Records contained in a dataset
----

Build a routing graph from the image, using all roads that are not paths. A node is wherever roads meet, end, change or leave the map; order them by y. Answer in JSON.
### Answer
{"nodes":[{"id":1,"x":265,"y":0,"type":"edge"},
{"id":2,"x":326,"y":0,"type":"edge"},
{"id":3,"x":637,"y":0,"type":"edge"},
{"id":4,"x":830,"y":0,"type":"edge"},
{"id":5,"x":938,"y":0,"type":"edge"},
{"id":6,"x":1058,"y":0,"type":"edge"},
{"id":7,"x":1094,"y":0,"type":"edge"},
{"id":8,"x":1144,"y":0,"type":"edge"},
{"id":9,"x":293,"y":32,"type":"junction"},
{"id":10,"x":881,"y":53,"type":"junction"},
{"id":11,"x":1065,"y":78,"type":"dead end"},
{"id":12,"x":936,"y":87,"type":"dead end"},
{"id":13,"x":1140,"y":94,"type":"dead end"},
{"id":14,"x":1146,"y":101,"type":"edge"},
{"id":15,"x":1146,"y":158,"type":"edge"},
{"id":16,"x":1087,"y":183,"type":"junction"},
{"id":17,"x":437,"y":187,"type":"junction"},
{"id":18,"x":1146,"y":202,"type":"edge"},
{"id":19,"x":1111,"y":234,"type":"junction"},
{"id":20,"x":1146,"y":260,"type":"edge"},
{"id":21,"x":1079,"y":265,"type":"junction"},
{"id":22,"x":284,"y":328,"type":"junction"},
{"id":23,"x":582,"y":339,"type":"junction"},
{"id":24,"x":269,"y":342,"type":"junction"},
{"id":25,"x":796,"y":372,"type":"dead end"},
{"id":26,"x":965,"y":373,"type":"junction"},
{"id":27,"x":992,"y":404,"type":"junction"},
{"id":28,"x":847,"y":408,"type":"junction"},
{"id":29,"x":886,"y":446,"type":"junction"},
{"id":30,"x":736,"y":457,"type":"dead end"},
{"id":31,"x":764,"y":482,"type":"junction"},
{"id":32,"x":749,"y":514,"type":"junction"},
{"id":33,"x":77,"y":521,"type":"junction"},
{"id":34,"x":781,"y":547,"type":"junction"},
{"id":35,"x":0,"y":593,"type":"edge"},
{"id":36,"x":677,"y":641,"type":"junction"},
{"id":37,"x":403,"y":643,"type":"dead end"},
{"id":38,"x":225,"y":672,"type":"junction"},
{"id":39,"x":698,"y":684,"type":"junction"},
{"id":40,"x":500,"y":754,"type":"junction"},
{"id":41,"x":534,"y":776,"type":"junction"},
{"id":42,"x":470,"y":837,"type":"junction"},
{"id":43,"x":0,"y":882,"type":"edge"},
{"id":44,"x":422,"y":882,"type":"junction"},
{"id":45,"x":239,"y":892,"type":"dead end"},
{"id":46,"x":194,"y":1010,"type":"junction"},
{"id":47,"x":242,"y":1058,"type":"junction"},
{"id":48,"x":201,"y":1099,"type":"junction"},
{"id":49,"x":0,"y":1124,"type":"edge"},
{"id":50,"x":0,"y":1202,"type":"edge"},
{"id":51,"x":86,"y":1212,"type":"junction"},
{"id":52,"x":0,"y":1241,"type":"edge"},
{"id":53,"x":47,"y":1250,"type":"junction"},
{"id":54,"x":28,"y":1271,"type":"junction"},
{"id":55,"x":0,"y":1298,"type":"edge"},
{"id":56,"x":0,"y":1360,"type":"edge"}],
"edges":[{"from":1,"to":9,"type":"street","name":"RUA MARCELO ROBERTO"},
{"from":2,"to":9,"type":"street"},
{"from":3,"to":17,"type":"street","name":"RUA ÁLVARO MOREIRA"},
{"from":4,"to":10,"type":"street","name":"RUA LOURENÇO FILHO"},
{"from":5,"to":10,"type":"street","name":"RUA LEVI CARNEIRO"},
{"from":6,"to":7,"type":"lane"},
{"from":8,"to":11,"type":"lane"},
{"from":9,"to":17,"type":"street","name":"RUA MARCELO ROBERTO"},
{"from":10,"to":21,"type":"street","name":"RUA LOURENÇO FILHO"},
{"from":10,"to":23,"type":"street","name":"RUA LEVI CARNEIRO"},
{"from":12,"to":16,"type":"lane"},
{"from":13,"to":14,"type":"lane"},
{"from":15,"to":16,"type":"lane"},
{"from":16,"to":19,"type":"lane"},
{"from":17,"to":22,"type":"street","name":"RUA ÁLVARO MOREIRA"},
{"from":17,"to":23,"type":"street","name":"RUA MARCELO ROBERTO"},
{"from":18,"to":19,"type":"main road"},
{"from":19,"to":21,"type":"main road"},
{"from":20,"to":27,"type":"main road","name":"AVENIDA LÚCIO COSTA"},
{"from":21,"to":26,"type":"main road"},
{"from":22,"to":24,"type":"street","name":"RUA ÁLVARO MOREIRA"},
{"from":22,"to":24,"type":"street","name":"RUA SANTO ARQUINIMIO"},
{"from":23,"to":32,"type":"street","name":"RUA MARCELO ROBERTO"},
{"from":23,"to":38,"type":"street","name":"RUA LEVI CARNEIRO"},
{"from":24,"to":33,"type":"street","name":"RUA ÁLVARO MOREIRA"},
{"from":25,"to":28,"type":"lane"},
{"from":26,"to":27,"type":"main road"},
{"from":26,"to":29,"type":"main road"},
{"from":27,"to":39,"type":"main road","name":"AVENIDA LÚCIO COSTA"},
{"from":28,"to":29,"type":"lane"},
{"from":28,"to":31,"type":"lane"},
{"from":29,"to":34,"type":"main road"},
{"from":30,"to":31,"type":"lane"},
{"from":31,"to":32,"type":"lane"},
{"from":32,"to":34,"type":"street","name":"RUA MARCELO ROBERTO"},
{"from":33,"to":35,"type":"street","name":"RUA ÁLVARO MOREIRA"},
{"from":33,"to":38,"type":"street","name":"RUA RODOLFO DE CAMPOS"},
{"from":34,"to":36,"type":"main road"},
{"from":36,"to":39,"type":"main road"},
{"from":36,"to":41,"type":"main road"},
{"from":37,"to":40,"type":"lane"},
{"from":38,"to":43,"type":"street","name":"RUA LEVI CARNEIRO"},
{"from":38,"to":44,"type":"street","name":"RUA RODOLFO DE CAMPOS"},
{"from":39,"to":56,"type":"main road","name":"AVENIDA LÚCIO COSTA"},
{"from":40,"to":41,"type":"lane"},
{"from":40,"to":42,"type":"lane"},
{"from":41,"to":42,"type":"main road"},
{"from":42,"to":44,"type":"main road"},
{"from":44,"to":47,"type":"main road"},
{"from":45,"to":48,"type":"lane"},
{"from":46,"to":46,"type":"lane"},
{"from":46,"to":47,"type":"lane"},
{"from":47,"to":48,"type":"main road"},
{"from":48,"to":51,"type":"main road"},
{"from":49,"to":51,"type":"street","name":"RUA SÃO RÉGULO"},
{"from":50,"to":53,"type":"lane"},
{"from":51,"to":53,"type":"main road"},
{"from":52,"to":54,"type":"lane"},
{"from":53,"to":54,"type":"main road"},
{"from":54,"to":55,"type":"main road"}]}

----

(What you will do) State how many lines of the entries include the string "ROBERTO", with nothing besides the number.

(Reply to the task) 5